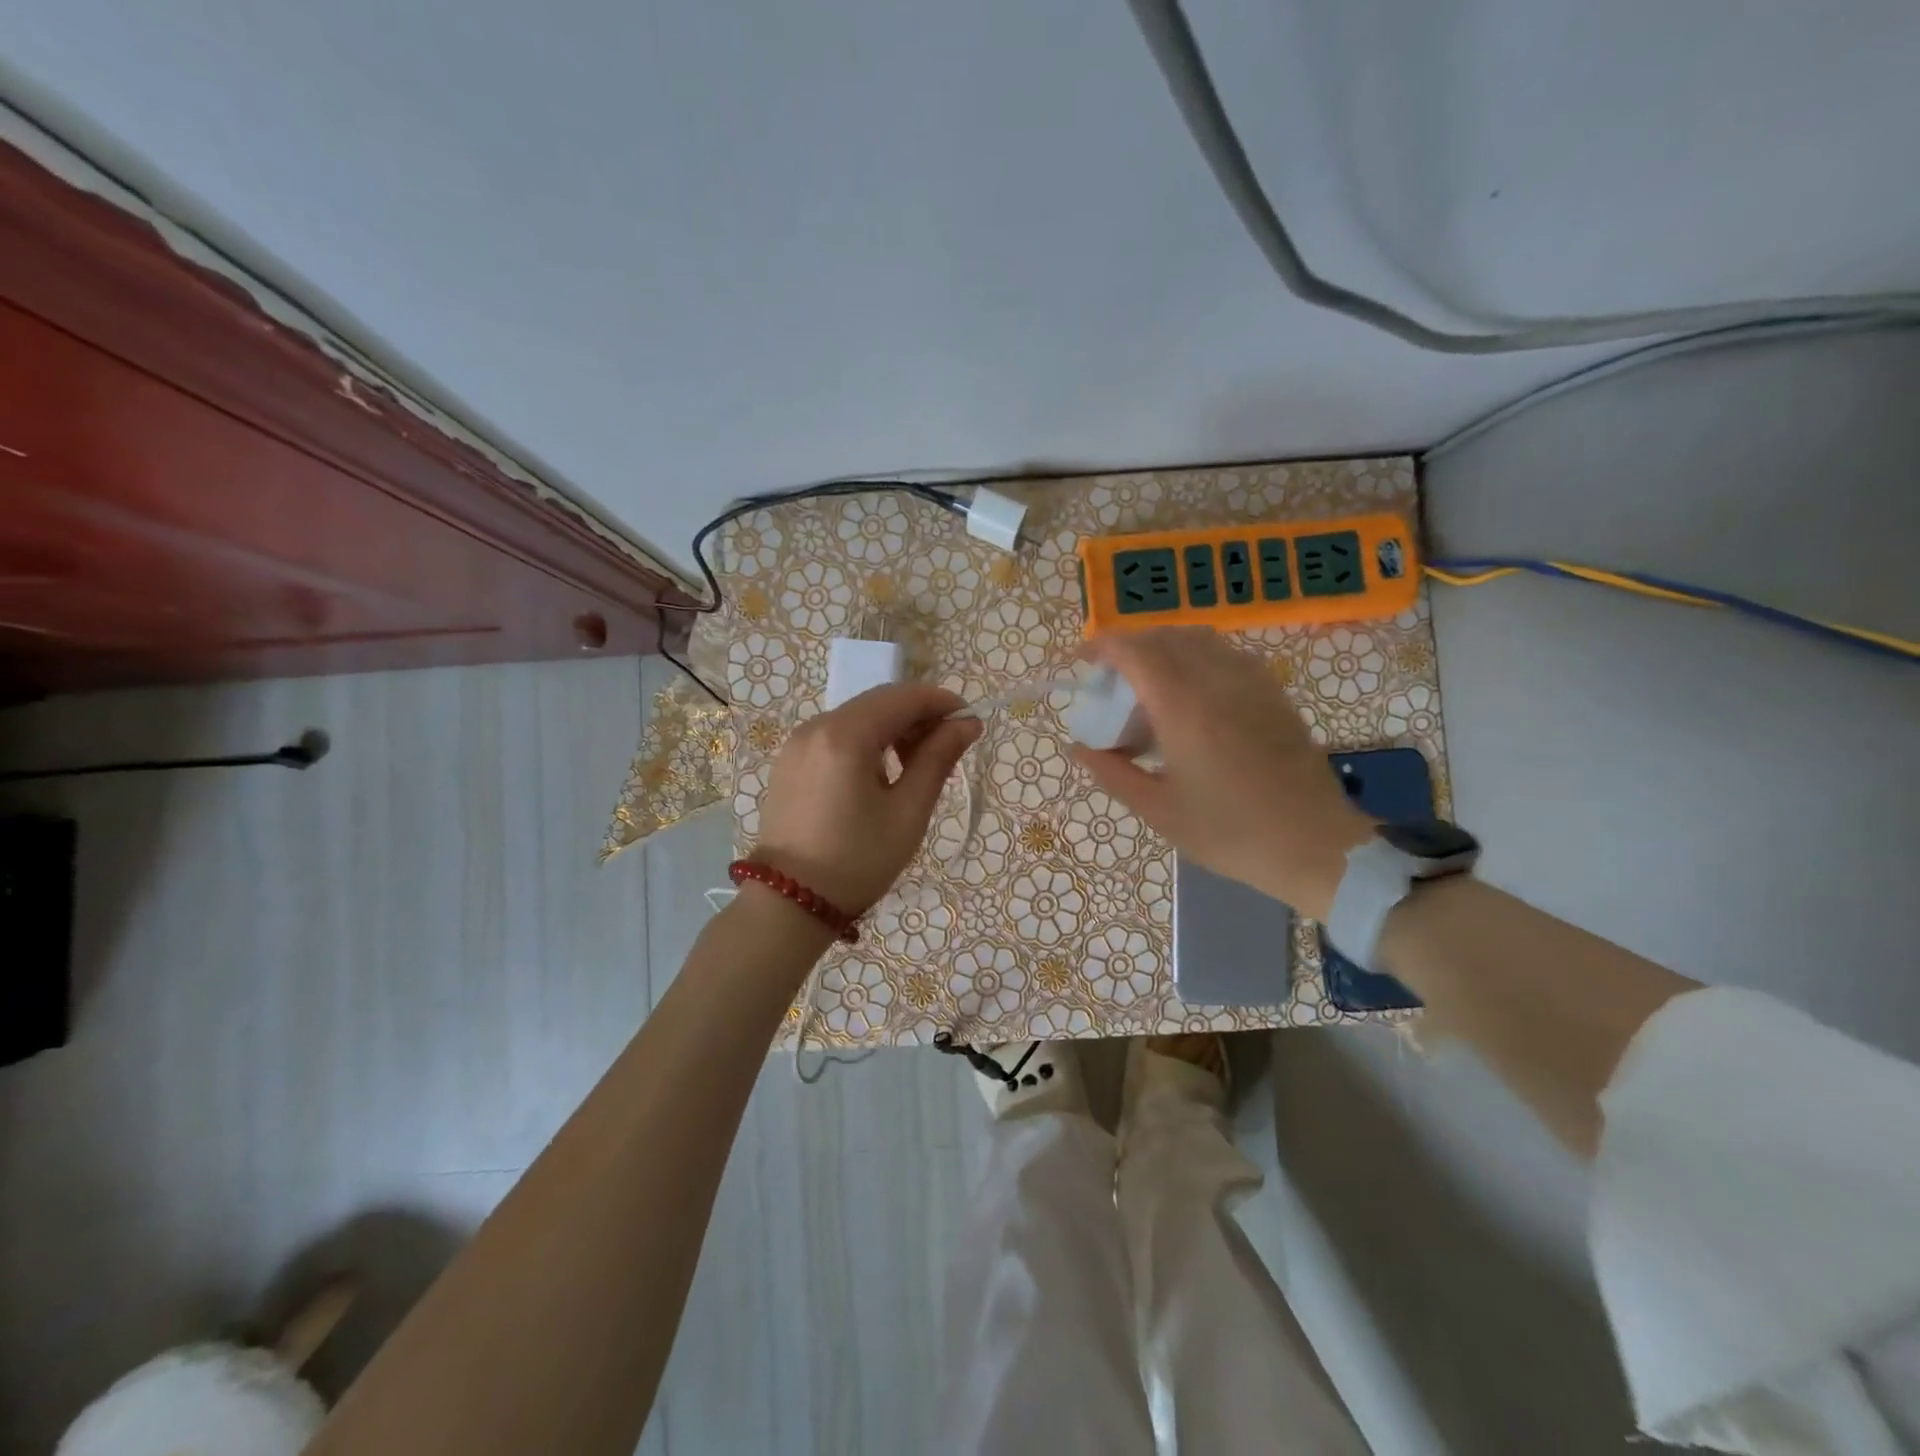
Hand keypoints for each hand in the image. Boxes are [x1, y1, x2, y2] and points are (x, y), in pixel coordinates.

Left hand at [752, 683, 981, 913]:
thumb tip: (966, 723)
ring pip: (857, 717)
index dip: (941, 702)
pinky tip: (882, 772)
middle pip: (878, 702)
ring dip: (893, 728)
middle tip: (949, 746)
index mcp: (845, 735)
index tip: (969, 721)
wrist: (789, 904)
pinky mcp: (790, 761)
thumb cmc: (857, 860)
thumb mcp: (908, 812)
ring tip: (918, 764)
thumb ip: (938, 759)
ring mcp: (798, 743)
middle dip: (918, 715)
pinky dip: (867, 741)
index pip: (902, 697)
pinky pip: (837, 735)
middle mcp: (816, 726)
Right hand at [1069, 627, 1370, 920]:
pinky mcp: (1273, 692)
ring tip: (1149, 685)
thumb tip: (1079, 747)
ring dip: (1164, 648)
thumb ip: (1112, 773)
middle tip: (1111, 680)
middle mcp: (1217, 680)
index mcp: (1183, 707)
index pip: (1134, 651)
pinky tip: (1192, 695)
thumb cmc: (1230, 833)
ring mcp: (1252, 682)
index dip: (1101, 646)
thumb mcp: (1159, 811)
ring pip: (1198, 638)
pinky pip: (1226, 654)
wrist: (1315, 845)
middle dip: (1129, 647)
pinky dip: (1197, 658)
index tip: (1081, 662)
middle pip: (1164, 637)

···

**Prompt**
Pull each line containing "thumb" from the records.

**Written reply**
thumb tip: (966, 723)
thumb cmc: (857, 860)
thumb mcp: (908, 812)
thumb ip: (938, 759)
thumb tip: (1079, 747)
thumb ip: (1112, 773)
thumb cmc: (1230, 833)
thumb mcp: (1159, 811)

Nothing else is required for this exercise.